* **Task details**
An exact copy of the lines from the one containing "thumb cmc: (86, 479)" through the end of the material is all that is wanted; transcribe only those.

* **Records**
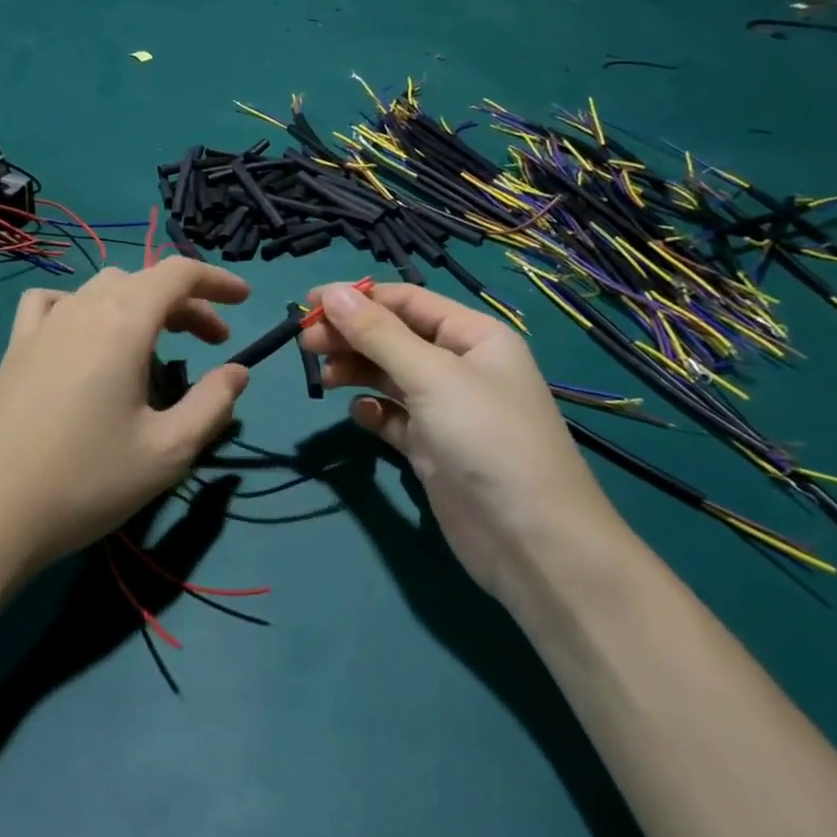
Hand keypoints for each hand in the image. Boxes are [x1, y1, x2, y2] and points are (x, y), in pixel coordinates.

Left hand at [0, 259, 250, 574]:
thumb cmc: (86, 479)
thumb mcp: (167, 450)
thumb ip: (213, 404)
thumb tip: (237, 372)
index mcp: (124, 321)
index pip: (179, 274)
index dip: (217, 281)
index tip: (244, 302)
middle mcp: (83, 307)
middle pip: (144, 281)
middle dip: (187, 303)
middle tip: (213, 343)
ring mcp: (43, 324)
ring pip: (103, 289)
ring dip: (140, 305)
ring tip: (156, 345)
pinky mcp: (15, 348)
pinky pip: (54, 303)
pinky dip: (83, 307)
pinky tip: (83, 335)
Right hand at [298, 282, 617, 598]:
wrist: (531, 543)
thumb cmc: (487, 439)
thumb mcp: (431, 376)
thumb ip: (378, 334)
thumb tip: (333, 293)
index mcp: (475, 336)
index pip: (408, 301)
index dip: (358, 298)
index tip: (309, 303)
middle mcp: (461, 367)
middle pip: (394, 337)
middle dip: (351, 335)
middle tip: (305, 343)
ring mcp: (448, 410)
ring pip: (390, 376)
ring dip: (356, 370)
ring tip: (324, 378)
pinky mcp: (433, 449)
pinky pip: (394, 416)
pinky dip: (373, 411)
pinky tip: (359, 414)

* **Task solution**
thumb cmc: (86, 479)
thumb mcp: (167, 450)
thumb ip: (213, 404)
thumb tip: (237, 372)
index mcp: (124, 321)
index pip: (179, 274)
index dip: (217, 281)
index tip: (244, 302)
middle mcp: (83, 307)
middle pip: (144, 281)
middle dip: (187, 303)
middle tip: (213, 343)
ring mcp: (43, 324)
ring pip: (103, 289)
ring dip: (140, 305)
ring tip: (156, 345)
pinky mcp: (15, 348)
pinky pip: (54, 303)
pinky dip: (83, 307)
pinky tip: (83, 335)
Right hand at [298, 282, 617, 598]:
wrist: (531, 543)
thumb cmc: (487, 439)
thumb mcp: (431, 376)
thumb ip: (378, 334)
thumb tip: (333, 293)
index mcp: (475, 336)
index pip: (408, 301)
index dip: (358, 298)
index tip: (309, 303)
middle mcp: (461, 367)
middle pip: (394, 337)
middle dip: (351, 335)
middle tip: (305, 343)
ring mcp: (448, 410)
ring pip: (390, 376)
ring dip: (356, 370)
ring tip: (324, 378)
pinky mcp: (433, 449)
pinky pip: (394, 416)
pinky dip: (373, 411)
pinky tip: (359, 414)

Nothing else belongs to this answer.